KPU Launches Free Safety App
News / September 22, 2017
Joseph Keller, Staff Writer
Kwantlen Polytechnic University has released a free app designed to keep students safe on campus. The app, titled KPU Safe, is available on the Android market and iOS App Store.
“We want to give the students and staff of KPU as many tools as we can to keep them safe, and this is just one of those tools,” says KPU Chief Safety Officer Phil Goulet.
The app offers a range of features, such as a shortcut button for quickly dialing 911 on the first screen and notifications for closures and ongoing safety concerns on campus. Additionally, users can share their location with friends and contact KPU security to be escorted across campus. Emergency and evacuation instructions, campus maps, and contact info for security and first aid services are also available on KPU Safe.

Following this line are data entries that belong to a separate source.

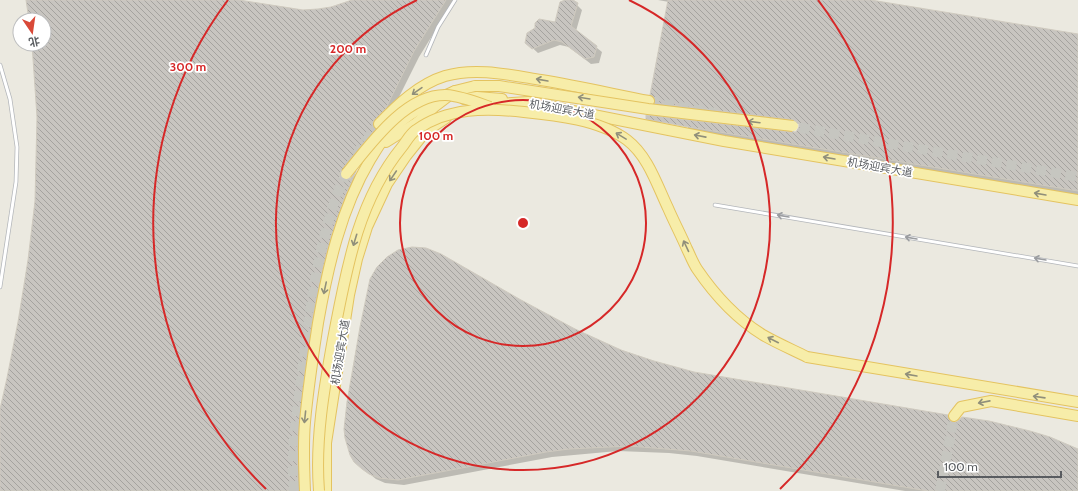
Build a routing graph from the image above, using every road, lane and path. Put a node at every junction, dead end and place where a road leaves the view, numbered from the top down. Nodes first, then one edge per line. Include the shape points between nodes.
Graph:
1 (455, 0) edge
2 (426, 54) dead end
3 (0, 65) edge
4 (455, 91) junction
5 (649, 101) tunnel mouth
6 (528, 102) junction
7 (434, 107) junction
8 (496, 109) junction
9 (418, 122) junction
10 (379, 124) tunnel mouth
11 (793, 126) tunnel mouth
12 (379, 146) junction
13 (406, 156) junction
14 (346, 174) dead end
15 (1078, 200) edge
16 (714, 204) dead end
17 (1078, 266) edge
18 (0, 287) edge
19 (1078, 402) edge
20 (954, 416) tunnel mouth
21 (1078, 416) edge
22 (305, 491) edge
23 (319, 491) edge
24 (326, 491) edge

1 - 2 lane via 438,27
3 - 18 lane via 10,99 17,147 16,182
4 - 7 main road
11 -> 4 main road, bridge via 498,86 475,86
4 - 12 main road via 429,103 397,124
5 -> 10 main road via 499,73 469,72 445,76 430,82 391,111
6 - 7 main road via 477,97
6 - 13 main road, 机场迎宾大道 via 475,106 451,115 426,130
15 -> 6 main road, 机场迎宾大道 via 724,141
7 - 9 main road
8 - 14 main road, bridge via 462,97 444,95 424,99 384,127
19 -> 8 main road, bridge via 807,357 762,335 729,309 696,268 651,169 629,142 619,134 587,123
8 -> 23 main road, bridge via 464,110 436,118 414,131 373,191 346,267 329,360 319,430
9 - 12 main road
9 - 13 main road
12 -> 22 main road via 355,188 333,251 310,369 304,423
13 -> 24 main road, 机场迎宾大道 via 387,184 367,227 348,296 326,443
17 -> 16 lane
21 -> 20 main road via 991,401 961,407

Goulet highly recommends that users enable push notification and says that response time for security escorts will vary depending on the amount of requests made at a given time.
The development of the app was contracted out to AppArmor, a Canadian developer that specializes in customized safety apps for universities. AppArmor has developed similar apps for universities around the world, including BCIT, UCLA, and the University of Melbourne. KPU Security worked with AppArmor to create a unique user experience with features that they believe will be useful on KPU campuses.
KPU Security would like as many members of the KPU community as possible to install the app. To get the word out, ads promoting it are running on screens around campus and representatives have been explaining it to new students at orientation. Information about KPU Safe is also available on the KPU website.
“Our expectation is that we want to have every staff member have [the app] and the vast majority of the students,” says Goulet. “I’ve seen that other universities get a lower number [of downloads] than I would have expected, but we’re optimistic at KPU. We’ve got a pretty engaged university.”
Goulet says that the app has been well received by those students and staff who have provided feedback, and that having evacuation procedures and other safety information easily accessible without an internet connection has been found particularly handy.
He recounts, “So far, the main feedback that I’ve received is, ‘It’s about time.’”
Some users who have tried KPU Safe have experienced stability issues, with the app occasionally crashing. Goulet asks that any users who encounter this issue or others report it using the app’s feedback feature.